Why Is Google My Business Verification So Hard?

Building Exterior
Building Exterior that Google does not like!

Google My Business verification should not be so hard! For owners of a single business verification is a snap – complete your profile, ask for a letter to be mailed to you, confirm the PIN number Google sends to you. But if you are an owner of multiple businesses that you run out of separate offices, brace yourself for the run around from Google when you try to verify a second business.

Just this last week, a supervisor at Google My Business finally told me that Google would never verify my client’s second account. We had been working diligently since October 11th to provide all the information and documentation pictures the Google staff said it needed for review. I have to say I was nearly foaming from the mouth when I heard that final response!

It is unthinkable that Google has such vague standards when it comes to business verification; rules that are not in step with small businesses located in the USA. Additionally, add a language difficulty , as the staff appears to all be located in India, and the difficulty grows exponentially.

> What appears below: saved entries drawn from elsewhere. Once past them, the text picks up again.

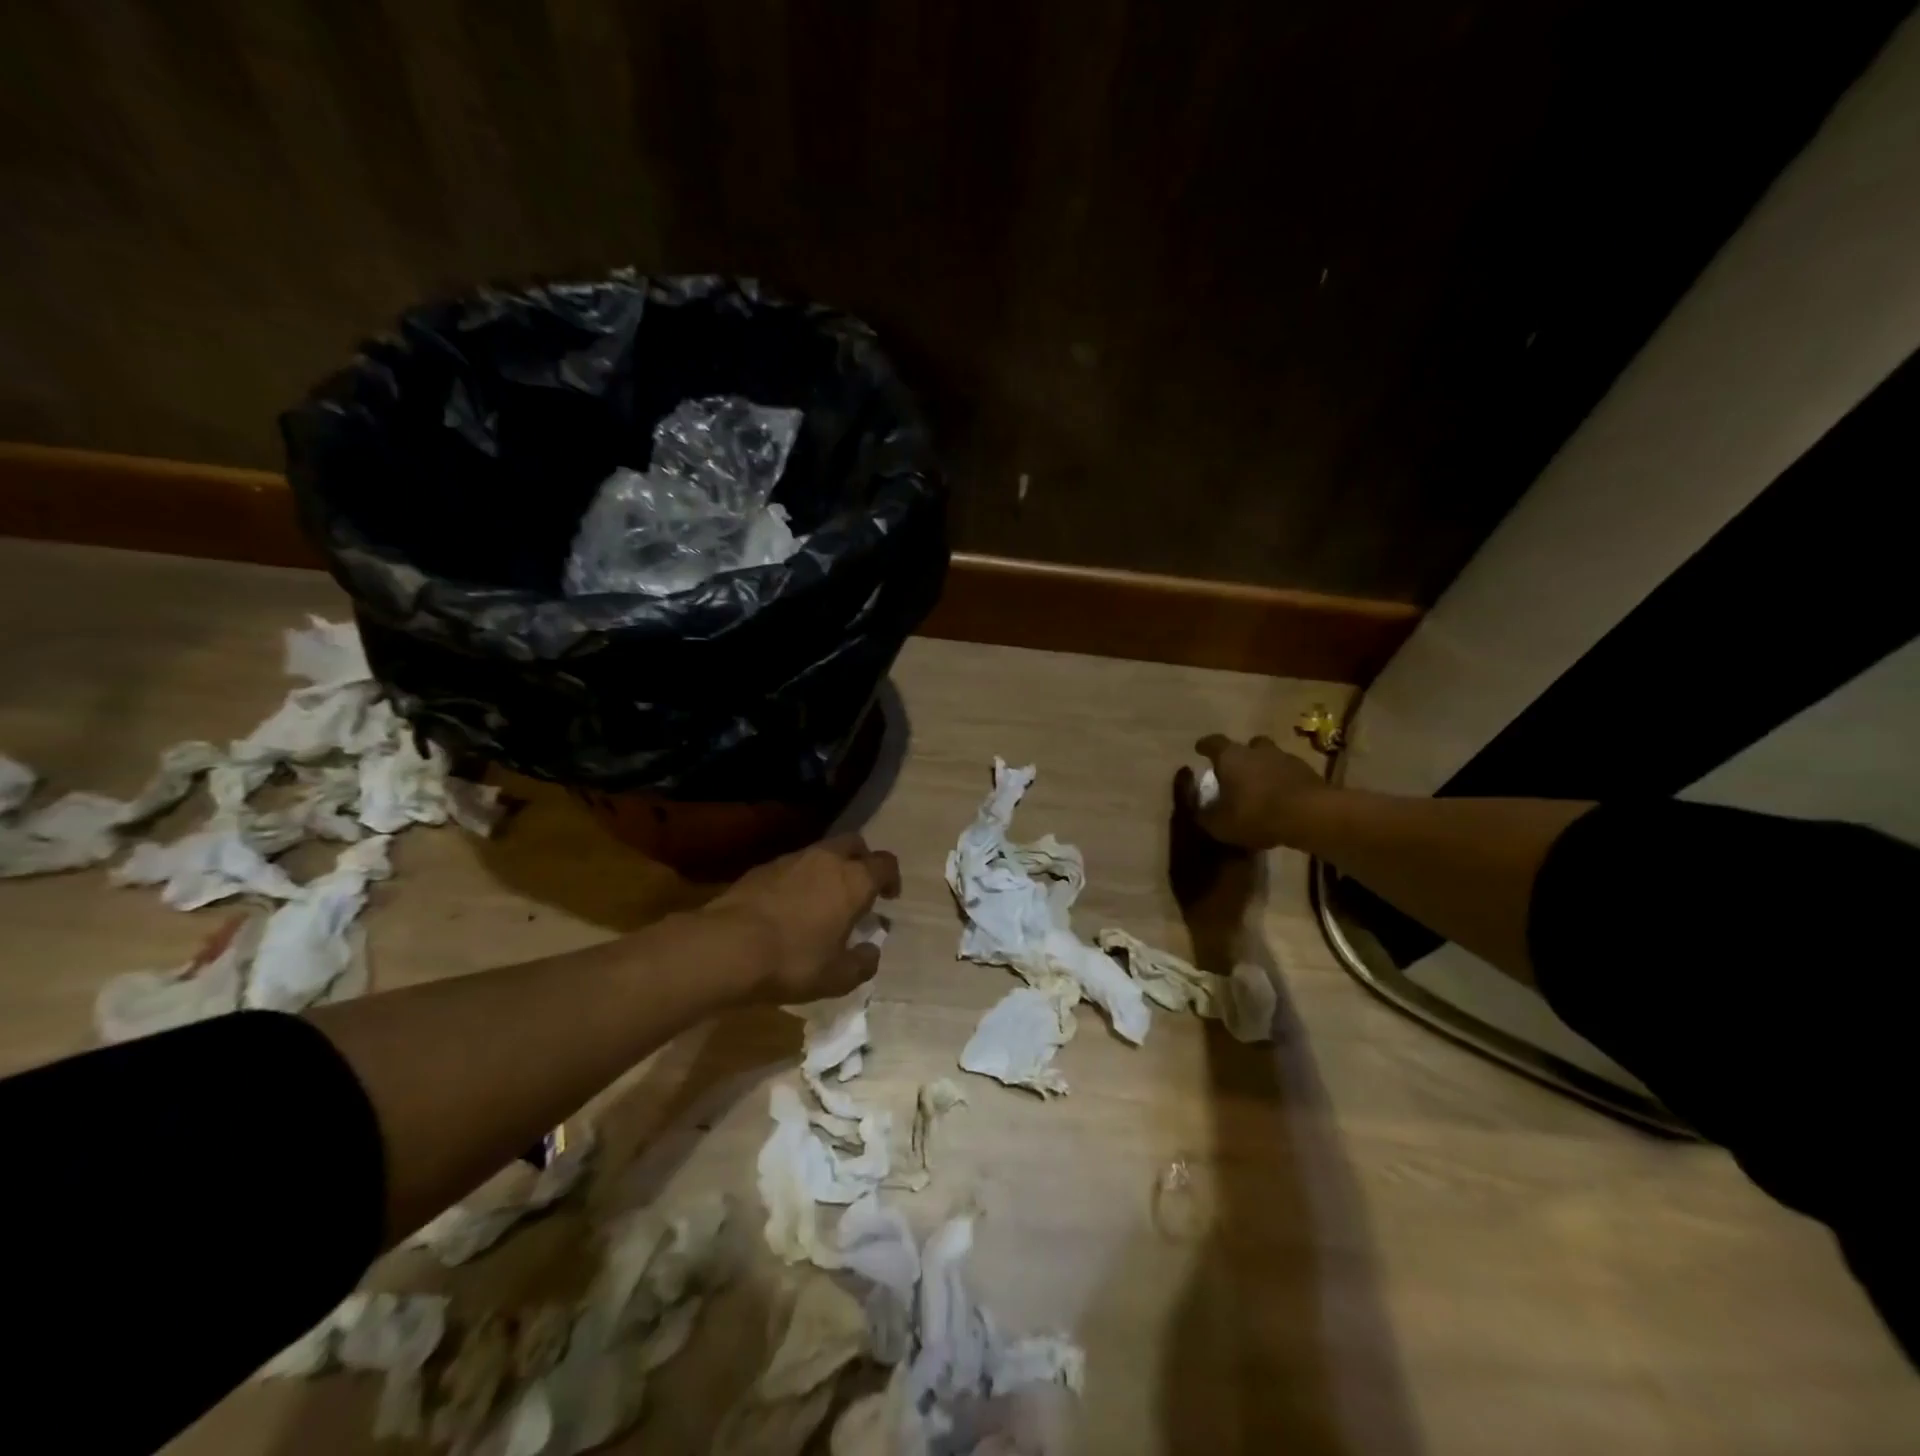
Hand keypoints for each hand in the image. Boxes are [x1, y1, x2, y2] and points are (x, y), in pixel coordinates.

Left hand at [701, 834, 901, 1004]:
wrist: (727, 946)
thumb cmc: (793, 960)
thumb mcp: (837, 977)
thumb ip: (863, 963)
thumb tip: (872, 952)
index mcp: (854, 880)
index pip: (885, 863)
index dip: (892, 878)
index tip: (889, 897)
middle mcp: (826, 859)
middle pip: (854, 844)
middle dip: (862, 860)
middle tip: (859, 888)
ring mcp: (792, 859)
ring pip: (822, 852)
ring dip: (830, 869)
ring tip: (823, 899)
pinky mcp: (763, 867)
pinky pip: (793, 865)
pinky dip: (801, 878)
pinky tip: (791, 905)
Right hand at [1187, 734, 1328, 848]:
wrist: (1311, 816)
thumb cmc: (1256, 814)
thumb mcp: (1221, 824)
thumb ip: (1207, 816)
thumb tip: (1200, 812)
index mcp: (1231, 757)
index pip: (1213, 743)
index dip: (1205, 746)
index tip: (1200, 750)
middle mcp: (1257, 751)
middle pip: (1247, 746)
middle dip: (1241, 757)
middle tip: (1236, 773)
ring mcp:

Ridiculousness at Its Best

I was told to supply a photo of both suite doors and signage on each but as there was a wall between the two, Google did not like the image. I could not knock down a wall in order to provide the photo.

I was told to take a picture of exterior signage for the business, but as the client is in an office condo park, no businesses have exterior signage unless they own a whole floor. Another fail!

I was told to take a picture of the reception desk with the large company sign behind the receptionist. Okay let’s get real, this was a small business, they have an office, but not a glitzy reception area and no need for an inside sign, they know who they are! A fail again.

Finally, I was told that the font on the second business sign did not match the font on the sign on the first business. Wow, that was an eye opener!

Then I was told that due to the history of requests and images sent as we tried to give Google what they wanted for over a two month period, that they did not believe the client ran two businesses. So, the history of what I had sent to Google based on the account reps requests totally worked against the client.

Nothing should be this difficult to resolve, but it’s Google! Understand that on Google My Business verifications, Google does run the world.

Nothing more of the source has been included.